NASICON (sodium superionic conductor) materials are promising host compounds for the reversible capture of Na⁺ ions, finding prior application in batteries as solid-state electrolytes and cathodes/anodes. Given their affinity for Na⁺ ions, these materials can be used in Faradaic deionization (FDI) for the selective removal of sodium over other competing ions. Here, we investigate the selective removal of sodium over other alkali and alkaline-earth metal cations from aqueous electrolytes when using a NASICON-based mixed Ti-V phase as an intercalation electrode, namely, sodium titanium vanadium phosphate (NTVP). Galvanostatic cycling experiments in three-electrode cells with electrolytes containing Na⁺, K⁺, Mg²⁺, Ca²⁺, and Li⁺ reveal that only Na⁺ and Li⁺ can intercalate into the NTVP crystal structure, while other cations show capacitive response, leading to a material-intrinsic selectivity factor of 56 for Na⁺ over K⁺, Mg²⁺, and Ca²⁺. Furthermore, electrochemical titration experiments together with modeling show that an intercalation mechanism with a limited miscibility gap for Na⁺ in NTVP mitigates the state-of-charge gradients to which phase-separating intercalation electrodes are prone when operated under electrolyte flow.

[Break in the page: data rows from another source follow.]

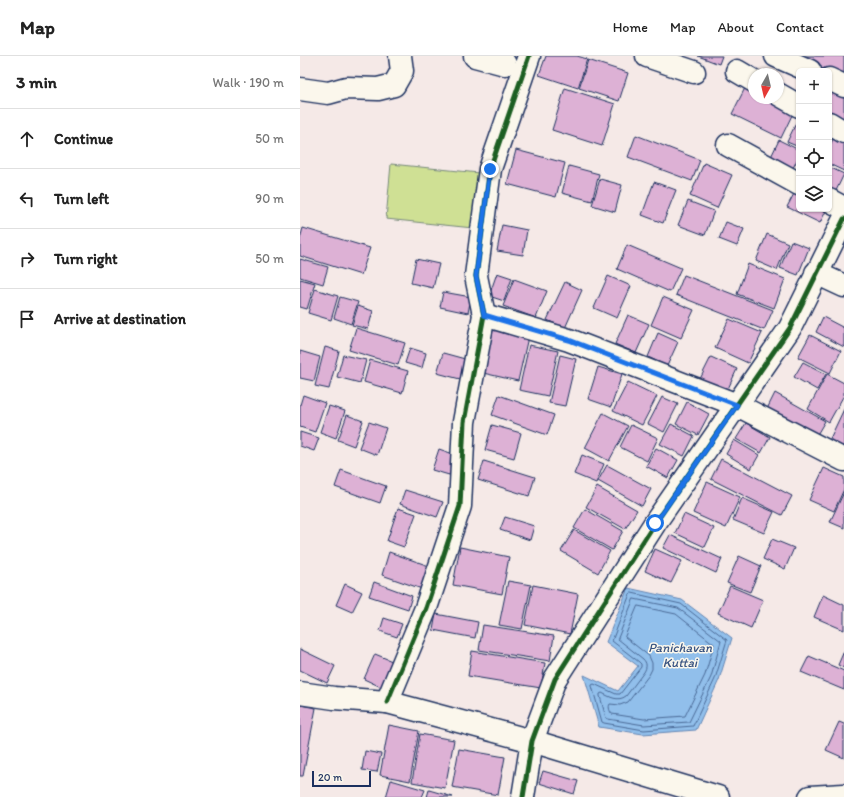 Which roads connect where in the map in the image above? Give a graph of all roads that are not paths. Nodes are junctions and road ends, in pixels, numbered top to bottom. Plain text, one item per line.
1 (400, 56) edge
2 (475, 56) edge
3 (529, 56) edge
4 (647, 56) edge
5 (776, 56) edge
6 (506, 64) dead end
7 (803, 68) edge
8 (694, 72) dead end
9 (832, 80) edge
10 (844, 86) edge
11 (300, 89) edge
12 (784, 97) edge
13 (796, 104) edge
14 (832, 125) edge
15 (844, 132) edge
16 (728, 146) dead end
17 (796, 182) edge
18 (832, 202) edge
19 (844, 208) edge
20 (844, 219) edge
21 (816, 273) junction
22 (844, 286) edge
23 (484, 315) junction
24 (737, 405) junction
25 (844, 460) edge
26 (300, 693) edge
27 (387, 702) junction
28 (532, 741) junction
29 (844, 795) edge
30 (523, 797) edge
31 (718, 797) edge
32 (810, 797) edge

1 - 11 street
2 - 6 street
3 - 23 street
4 - 8 street
5 - 7 street
9 - 10 street
12 - 13 street
14 - 15 street
16 - 17 street
18 - 19 street
20 - 21 street
21 - 22 street
21 - 24 street
23 - 24 street
23 - 27 street
24 - 25 street
24 - 28 street
26 - 27 street
27 - 28 street
28 - 30 street
28 - 31 street
29 - 32 street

NTVP electrodes are then incorporated into an FDI cell with automated fluid recirculation to demonstrate up to 94% removal of sodium in streams with competing alkali/alkaline-earth cations with 10-fold higher concentration, showing process selectivity factors of 3-6 for Na⁺ over cations other than Li⁺. Decreasing the current density can improve selectivity up to 25% and reduce energy consumption by as much as ∼50%, depending on the competing ion. The results also indicate the utility of NTVP for selective lithium recovery.